Turkey has closed its airspace to Russian civilian and armed forces planes flying to Syria, Overseas Minister Mevlut Cavusoglu was once quoted as announcing Saturday through native media.
The announcement marks one of the crucial most powerful responses to this point through Turkey, which has cultivated shut ties with Moscow regardless of being a member of the NATO defence alliance, to Russia’s two-month army attack on Ukraine.
“We closed the airspace to Russia’s army planes — or even civilian ones — flying to Syria. They’d till April, and we requested in March,” Turkish media quoted Cavusoglu as announcing.
Cavusoglu mentioned he conveyed the verdict to his Russian counterpart Sergei Lavrov, who then relayed it to President Vladimir Putin.

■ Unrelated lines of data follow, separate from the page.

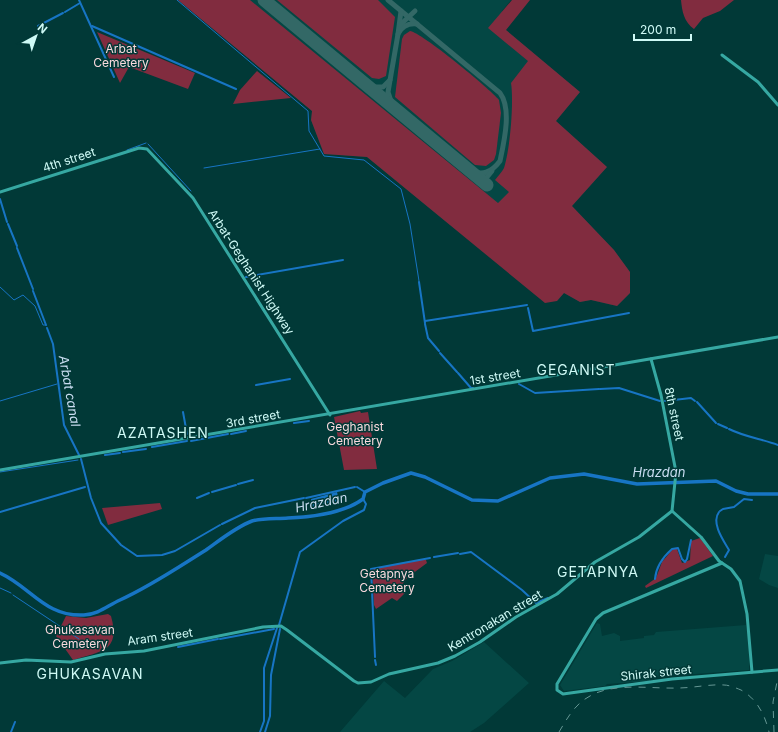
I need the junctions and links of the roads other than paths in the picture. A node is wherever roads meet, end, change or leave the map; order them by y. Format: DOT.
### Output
graph roads {
  1 [pos="722,55"];
  2 [pos="778,105"];
  3 [pos="144,148"];
  4 [pos="0,192"];
  5 [pos="778,337"];
  6 [pos="651,359"];
  7 [pos="332,414"];
  8 [pos="0,470"];
  9 [pos="672,511"];
  10 [pos="722,563"];
  11 [pos="295,636"];
  12 [pos="0,663"];
  13 [pos="778,670"];
  14 [pos="752,672"];
  1 -- 2 [label="main road"];
  3 -- 4 [label="main road, 4th street"];
  3 -- 7 [label="main road, Arbat-Geghanist Highway"];
  5 -- 6 [label="main road, 1st street"];
  6 -- 7 [label="main road, 1st street"];
  6 -- 9 [label="main road, 8th street"];
  7 -- 8 [label="main road, 3rd street"];
  9 -- 10 [label="main road"];
  9 -- 11 [label="main road, Kentronakan street"];
  10 -- 14 [label="main road"];
  10 -- 14 [label="main road, Shirak street"];
  11 -- 12 [label="main road, Aram street"];
  13 -- 14 [label="main road, Shirak street"];
}
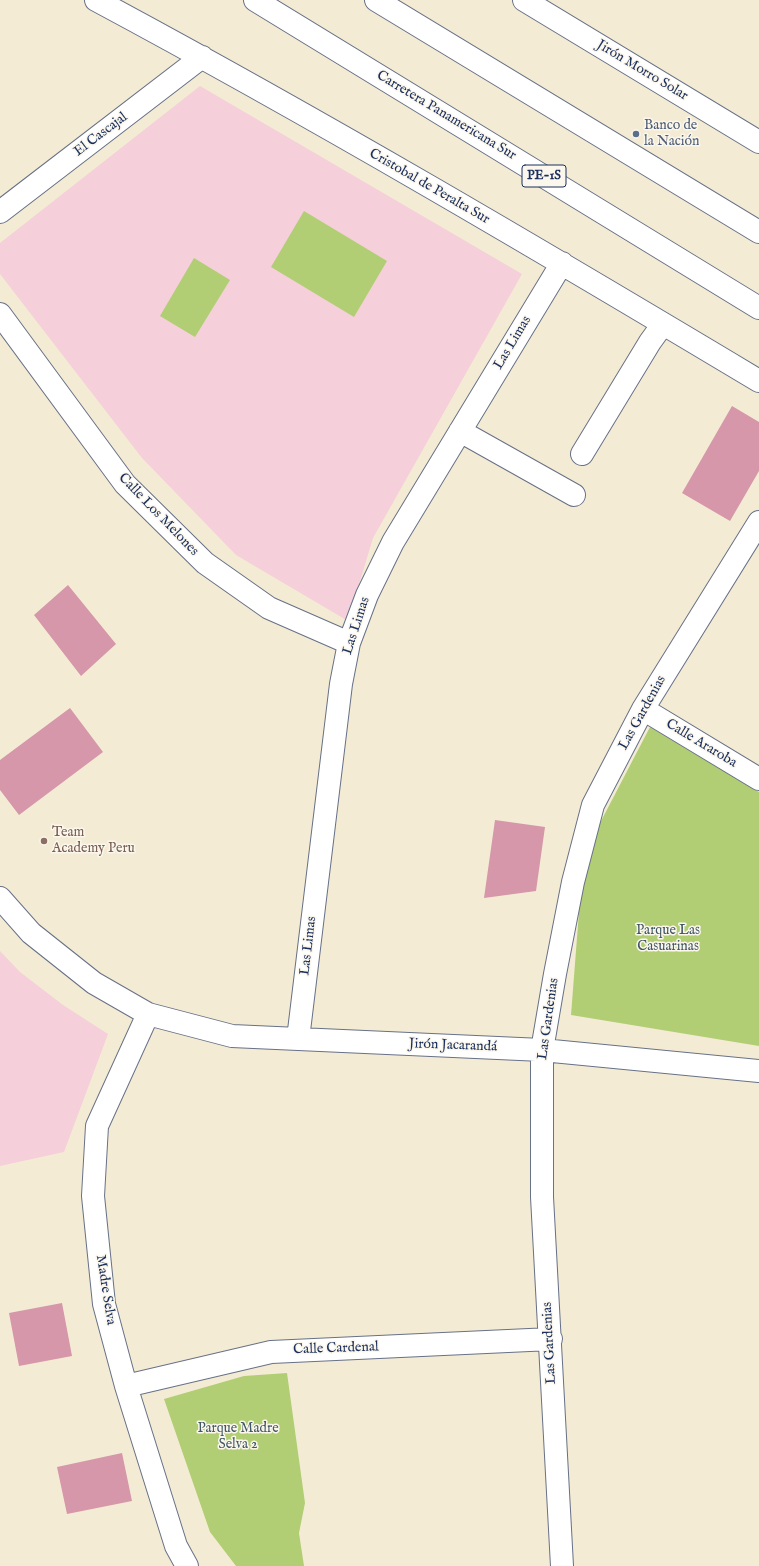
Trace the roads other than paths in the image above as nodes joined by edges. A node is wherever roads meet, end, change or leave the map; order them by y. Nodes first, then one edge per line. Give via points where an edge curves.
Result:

“One or two days later, they mentioned: Putin has issued an order, we can now not fly anymore,” Cavusoglu was once quoted as telling Turkish journalists aboard his airplane to Uruguay.
Cavusoglu added that the ban would keep in position for 3 months.
There was once no quick reaction to Turkey’s announcement from Russia, which at the side of Iran has been a a very powerful supporter of Syrian President Bashar al-Assad throughout the war-torn nation’s civil conflict.
Turkey has sponsored Syrian rebels throughout the warfare.
Ankara’s family members with Moscow in short imploded after Turkey shot down a Russian warplane close to the Turkish-Syrian border in 2015.
(Excluding for the headline, this tale has now not been edited through NDTV body of workers and is printed from a syndicated feed.)